[Collected data entries]
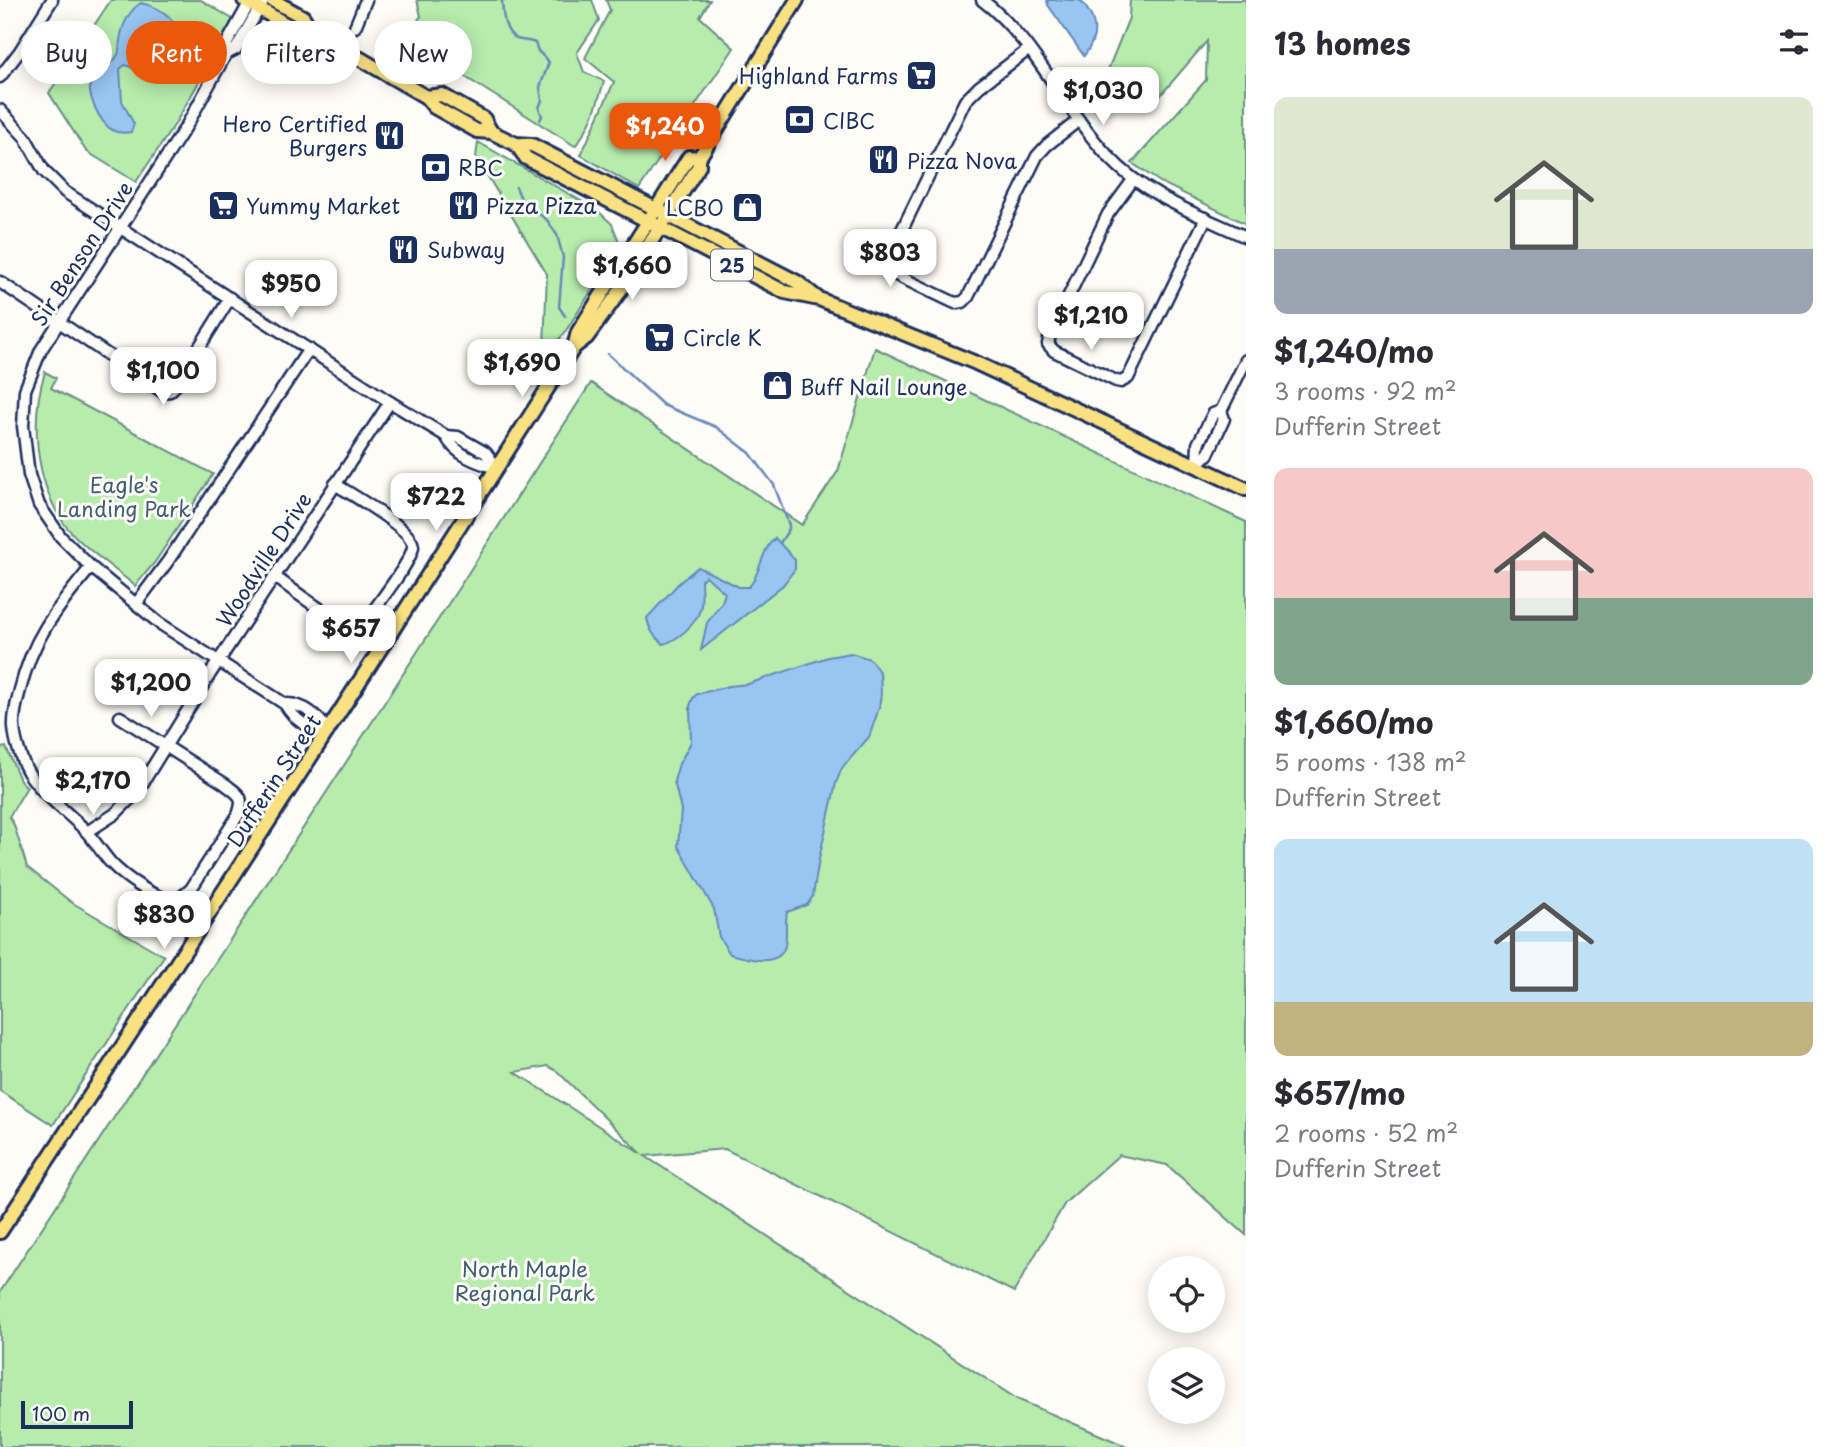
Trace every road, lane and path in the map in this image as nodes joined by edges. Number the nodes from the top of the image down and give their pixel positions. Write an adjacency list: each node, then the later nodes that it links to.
1 (52, 0): 12 (street)
2 (272, 0): 8 (main road)
3 (366, 0): 9 (street)
4 (797, 0): 16 (main road, Dufferin Street)
5 (982, 0): 10 (street)
6 (254, 2): 7 (main road, 25); 18 (street, Sir Benson Drive)
7 (282, 21)
8 (305, 21)
9 (357, 21)
10 (1028, 50): 14 (street); 14 (street)
11 (360, 59): 16 (main road, 25)
12 (0, 77)
13 (0, 110): 18 (street)
14 (1079, 120): 15 (street)
15 (1133, 180): 17 (street); 17 (street)
16 (656, 216): 19 (main road, 25); 23 (main road, 25); 25 (main road, Dufferin Street)
17 (1206, 218): 20 (street)
18 (121, 227): 22 (street); 24 (street, Sir Benson Drive)
19 (660, 228): 23 (main road, 25); 25 (main road, Dufferin Street)
20 (1246, 237)
21 (0, 282): 24 (street)
22 (230, 298): 24 (street); 26 (street)
23 (819, 299): 29 (main road, 25)
24 (59, 323): 33 (street, Sir Benson Drive)
25 (574, 347): 30 (main road, Dufferin Street)
26 (309, 349): 28 (street); 35 (street)
27 (1246, 359): 29 (street)
28 (390, 402): 30 (street); 31 (street, Woodville Drive)
29 (1197, 466): 32 (main road, 25)
30 (497, 468): 38 (main road, Dufferin Street)
31 (335, 484): 34 (street, Woodville Drive); 34 (street)
32 (1246, 489)
33 (91, 567): 35 (street, Sir Benson Drive); 40 (street)
34 (274, 576): 36 (street, Woodville Drive)
35 (136, 604): 36 (street, Sir Benson Drive)
36 (219, 661): 38 (street, Sir Benson Drive); 39 (street, Woodville Drive)
37 (120, 717): 39 (street)
38 (328, 732): 41 (main road, Dufferin Street)
39 (166, 747): 40 (street, Woodville Drive); 40 (street)
40 (87, 832)
41 (0, 1231)

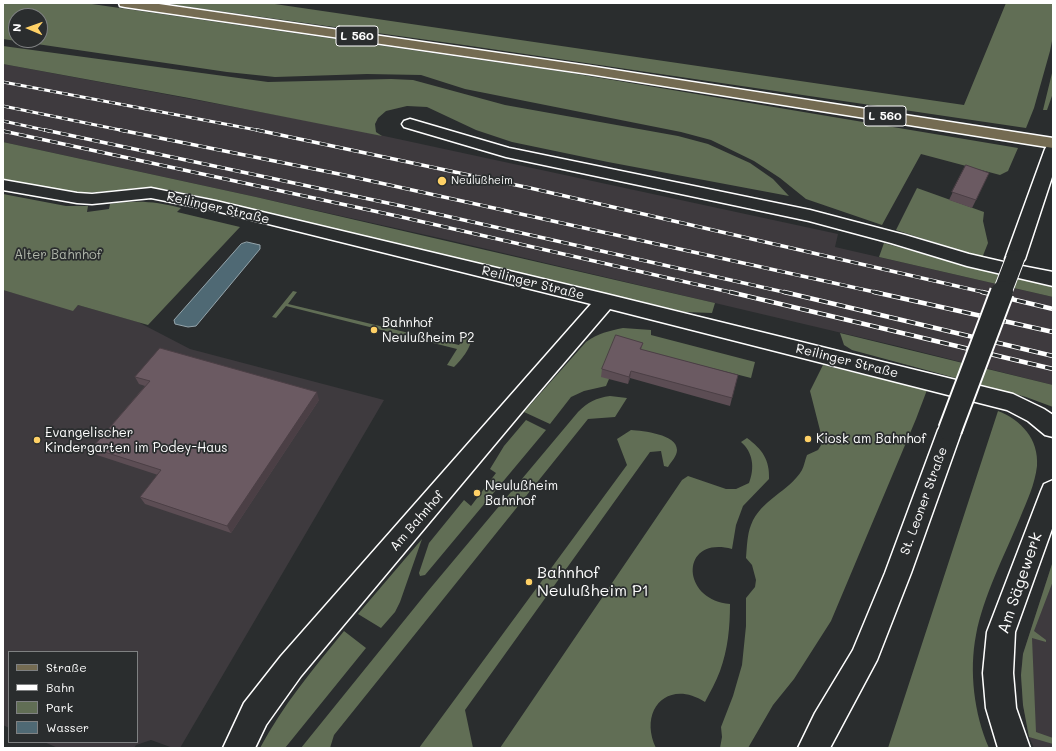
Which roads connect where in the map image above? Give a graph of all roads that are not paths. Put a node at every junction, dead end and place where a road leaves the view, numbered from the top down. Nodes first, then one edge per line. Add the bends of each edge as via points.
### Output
1 (125, 3) edge
2 (410, 124) dead end
3 (1053, 143) edge
4 (1053, 150) edge
5 (3, 185) edge
6 (1044, 199) edge
7 (1053, 278) edge
8 (606, 301) junction
9 (1053, 428) edge
10 (1053, 490) edge
11 (239, 748) edge
12 (814, 748) edge
13 (1014, 748) edge

1 - 3 main road, L 560 via 589,70
2 - 7 street via 506,152 810,216 967,260
4 - 6 street, St. Leoner Straße via 1045,172
5 - 8 street, Reilinger Straße via 92,199 135,194 166,195
6 - 12 street, St. Leoner Straße, bridge via 1015,259 863,660
8 - 9 street, Reilinger Straße via 1013,403 1036,415
8 - 11 street, Am Bahnhof via 291,666 255,714
10 - 13 street, Am Sägewerk via 1001,632 998,673 1001,708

Task details: Repeat every line above exactly, minus the pictures.

Answer space:
Trace every road, lane and path in the map in this image as nodes joined by edges. Number the nodes from the top of the image down and give their pixel positions. Write an adjacency list: each node, then the later nodes that it links to.
1 (52, 0): 12 (street)
2 (272, 0): 8 (main road)
3 (366, 0): 9 (street)
4 (797, 0): 16 (main road, Dufferin Street)
5 (982, 0): 10 (street)
6 (254, 2): 7 (main road, 25); 18 (street, Sir Benson Drive)
7 (282, 21)
8 (305, 21)
9 (357, 21)
10 (1028, 50): 14 (street); 14 (street)
11 (360, 59): 16 (main road, 25)
12 (0, 77)
13 (0, 110): 18 (street)
14 (1079, 120): 15 (street)
15 (1133, 180): 17 (street); 17 (street)
16 (656, 216): 19 (main road, 25); 23 (main road, 25); 25 (main road, Dufferin Street)
17 (1206, 218): 20 (street)
18 (121, 227): 22 (street); 24 (street, Sir Benson Drive)
19 (660, 228): 23 (main road, 25); 25 (main road, Dufferin Street)
20 (1246, 237)
21 (0, 282): 24 (street)
22 (230, 298): 24 (street); 26 (street)
23 (819, 299): 29 (main road, 25)
24 (59, 323): 33 (street, Sir Benson Drive)
25 (574, 347): 30 (main road, Dufferin Street)
26 (309, 349): 28 (street); 35 (street)
27 (1246, 359): 29 (street)
28 (390, 402): 30 (street); 31 (street, Woodville Drive)
29 (1197, 466): 32 (main road, 25)
30 (497, 468): 38 (main road, Dufferin Street)
31 (335, 484): 34 (street, Woodville Drive); 34 (street)
32 (1246, 489)
33 (91, 567): 35 (street, Sir Benson Drive); 40 (street)
34 (274, 576): 36 (street, Woodville Drive)
35 (136, 604): 36 (street, Sir Benson Drive)
36 (219, 661): 38 (street, Sir Benson Drive); 39 (street, Woodville Drive)
37 (120, 717): 39 (street)
38 (328, 732): 41 (main road, Dufferin Street)
39 (166, 747): 40 (street, Woodville Drive); 40 (street)
40 (87, 832)
41 (0, 1231)

Which roads connect where in the map image above? Give a graph of all roads that are not paths. Put a node at every junction, dead end and place where a road leaves the view, numbered from the top down. Nodes first, then one edge per line. Add the bends of each edge as via points.
### Output
1 (125, 3) edge
2 (410, 124) dead end
3 (1053, 143) edge
4 (1053, 150) edge
5 (3, 185) edge
6 (1044, 199) edge
7 (1053, 278) edge
8 (606, 301) junction
9 (1053, 428) edge
10 (1053, 490) edge
11 (239, 748) edge
12 (814, 748) edge
13 (1014, 748) edge

1 - 3 main road, L 560 via 589,70
2 - 7 street via 506,152 810,216 967,260
4 - 6 street, St. Leoner Straße via 1045,172
5 - 8 street, Reilinger Straße via 92,199 135,194 166,195
6 - 12 street, St. Leoner Straße, bridge via 1015,259 863,660
8 - 9 street, Reilinger Straße via 1013,403 1036,415
8 - 11 street, Am Bahnhof via 291,666 255,714
10 - 13 street, Am Sägewerk via 1001,632 998,673 1001,708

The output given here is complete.